* _AIM OF THE EXERCISE_: Retype the whole listing that follows, line for line.

Start of Block

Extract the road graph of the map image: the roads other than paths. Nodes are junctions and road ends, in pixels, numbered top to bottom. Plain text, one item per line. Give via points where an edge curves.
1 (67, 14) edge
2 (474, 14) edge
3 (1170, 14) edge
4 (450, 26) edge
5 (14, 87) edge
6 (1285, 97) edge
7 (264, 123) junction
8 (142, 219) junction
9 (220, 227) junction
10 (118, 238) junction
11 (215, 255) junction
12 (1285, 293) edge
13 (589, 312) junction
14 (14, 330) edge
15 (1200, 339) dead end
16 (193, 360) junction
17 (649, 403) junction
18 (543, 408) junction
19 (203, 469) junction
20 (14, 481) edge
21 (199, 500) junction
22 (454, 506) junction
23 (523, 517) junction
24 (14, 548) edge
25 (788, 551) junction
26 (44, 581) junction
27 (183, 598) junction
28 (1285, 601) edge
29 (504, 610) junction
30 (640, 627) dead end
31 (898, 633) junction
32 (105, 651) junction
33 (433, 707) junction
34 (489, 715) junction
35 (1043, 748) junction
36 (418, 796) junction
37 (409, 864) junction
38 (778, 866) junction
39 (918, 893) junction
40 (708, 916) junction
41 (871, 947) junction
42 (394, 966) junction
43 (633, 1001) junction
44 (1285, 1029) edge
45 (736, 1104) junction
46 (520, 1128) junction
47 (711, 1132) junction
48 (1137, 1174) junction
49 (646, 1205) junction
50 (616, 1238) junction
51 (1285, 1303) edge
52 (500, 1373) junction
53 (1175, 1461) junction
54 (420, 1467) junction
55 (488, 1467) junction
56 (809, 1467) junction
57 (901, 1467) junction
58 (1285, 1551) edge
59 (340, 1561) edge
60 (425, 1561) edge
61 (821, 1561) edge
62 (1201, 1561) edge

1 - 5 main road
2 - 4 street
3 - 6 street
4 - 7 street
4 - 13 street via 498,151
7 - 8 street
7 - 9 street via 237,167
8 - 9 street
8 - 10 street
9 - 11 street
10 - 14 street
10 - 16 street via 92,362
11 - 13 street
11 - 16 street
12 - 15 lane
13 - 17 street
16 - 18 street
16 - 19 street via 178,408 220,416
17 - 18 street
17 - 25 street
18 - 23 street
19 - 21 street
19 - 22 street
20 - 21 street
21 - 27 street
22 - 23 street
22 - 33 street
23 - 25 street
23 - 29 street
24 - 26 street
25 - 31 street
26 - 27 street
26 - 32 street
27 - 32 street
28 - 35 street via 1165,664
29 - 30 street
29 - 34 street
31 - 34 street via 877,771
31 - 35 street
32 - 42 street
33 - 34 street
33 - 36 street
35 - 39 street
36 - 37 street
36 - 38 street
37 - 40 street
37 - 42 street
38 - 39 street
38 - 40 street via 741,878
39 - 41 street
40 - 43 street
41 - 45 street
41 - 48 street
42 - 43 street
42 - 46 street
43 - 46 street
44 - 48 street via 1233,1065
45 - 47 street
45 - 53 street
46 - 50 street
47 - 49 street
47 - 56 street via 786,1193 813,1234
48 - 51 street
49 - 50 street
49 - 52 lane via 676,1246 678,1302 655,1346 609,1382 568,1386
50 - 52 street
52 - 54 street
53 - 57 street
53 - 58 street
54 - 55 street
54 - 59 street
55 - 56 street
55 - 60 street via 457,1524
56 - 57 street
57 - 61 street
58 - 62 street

End of Block

* _YOUR SOLUTION_:
Extract the road graph of the map image: the roads other than paths. Nodes are junctions and road ends, in pixels, numbered top to bottom. Plain text, one item per line. Give via points where an edge curves.
1 (67, 14) edge
2 (474, 14) edge
3 (1170, 14) edge
4 (450, 26) edge
5 (14, 87) edge
6 (1285, 97) edge
7 (264, 123) junction
8 (142, 219) junction
9 (220, 227) junction
10 (118, 238) junction
11 (215, 255) junction
12 (1285, 293) edge
13 (589, 312) junction
14 (14, 330) edge
15 (1200, 339) dead end
16 (193, 360) junction
17 (649, 403) junction
18 (543, 408) junction
19 (203, 469) junction
20 (14, 481) edge
21 (199, 500) junction
22 (454, 506) junction
23 (523, 517) junction
24 (14, 548) edge
25 (788, 551) junction
26 (44, 581) junction
27 (183, 598) junction
28 (1285, 601) edge
29 (504, 610) junction
30 (640, 627) dead end
31 (898, 633) junction
32 (105, 651) junction
33 (433, 707) junction
34 (489, 715) junction
35 (1043, 748) junction
36 (418, 796) junction
37 (409, 864) junction
38 (778, 866) junction
39 (918, 893) junction
40 (708, 916) junction
41 (871, 947) junction
42 (394, 966) junction
43 (633, 1001) junction
44 (1285, 1029) edge
45 (736, 1104) junction
46 (520, 1128) junction
47 (711, 1132) junction
48 (1137, 1174) junction
49 (646, 1205) junction
50 (616, 1238) junction
51 (1285, 1303) edge
52 (500, 1373) junction
53 (1175, 1461) junction
54 (420, 1467) junction
55 (488, 1467) junction
56 (809, 1467) junction
57 (901, 1467) junction
58 (1285, 1551) edge
59 (340, 1561) edge
60 (425, 1561) edge
61 (821, 1561) edge
62 (1201, 1561) edge

1 - 5 main road
2 - 4 street
3 - 6 street
4 - 7 street
4 - 13 street via 498,151
7 - 8 street
7 - 9 street via 237,167
8 - 9 street
8 - 10 street
9 - 11 street
10 - 14 street
10 - 16 street via 92,362
11 - 13 street
11 - 16 street
12 - 15 lane
13 - 17 street
16 - 18 street
16 - 19 street via 178,408 220,416
17 - 18 street
17 - 25 street
18 - 23 street
19 - 21 street
19 - 22 street
20 - 21 street
21 - 27 street
22 - 23 street
22 - 33 street
23 - 25 street
23 - 29 street
24 - 26 street
25 - 31 street
26 - 27 street
26 - 32 street
27 - 32 street
28 - 35 street via 1165,664
29 - 30 street
29 - 34 street
31 - 34 street via 877,771
31 - 35 street
32 - 42 street
33 - 34 street
33 - 36 street
35 - 39 street
36 - 37 street
36 - 38 street
37 - 40 street
37 - 42 street
38 - 39 street
38 - 40 street via 741,878
39 - 41 street
40 - 43 street
41 - 45 street
41 - 48 street
42 - 43 street
42 - 46 street
43 - 46 street
44 - 48 street via 1233,1065
45 - 47 street
45 - 53 street
46 - 50 street
47 - 49 street
47 - 56 street via 786,1193 813,1234
48 - 51 street
49 - 50 street
49 - 52 lane via 676,1246 678,1302 655,1346 609,1382 568,1386
50 - 52 street
52 - 54 street
53 - 57 street
53 - 58 street
54 - 55 street
54 - 59 street
55 - 56 street
55 - 60 street via 457,1524
56 - 57 street
57 - 61 street
58 - 62 street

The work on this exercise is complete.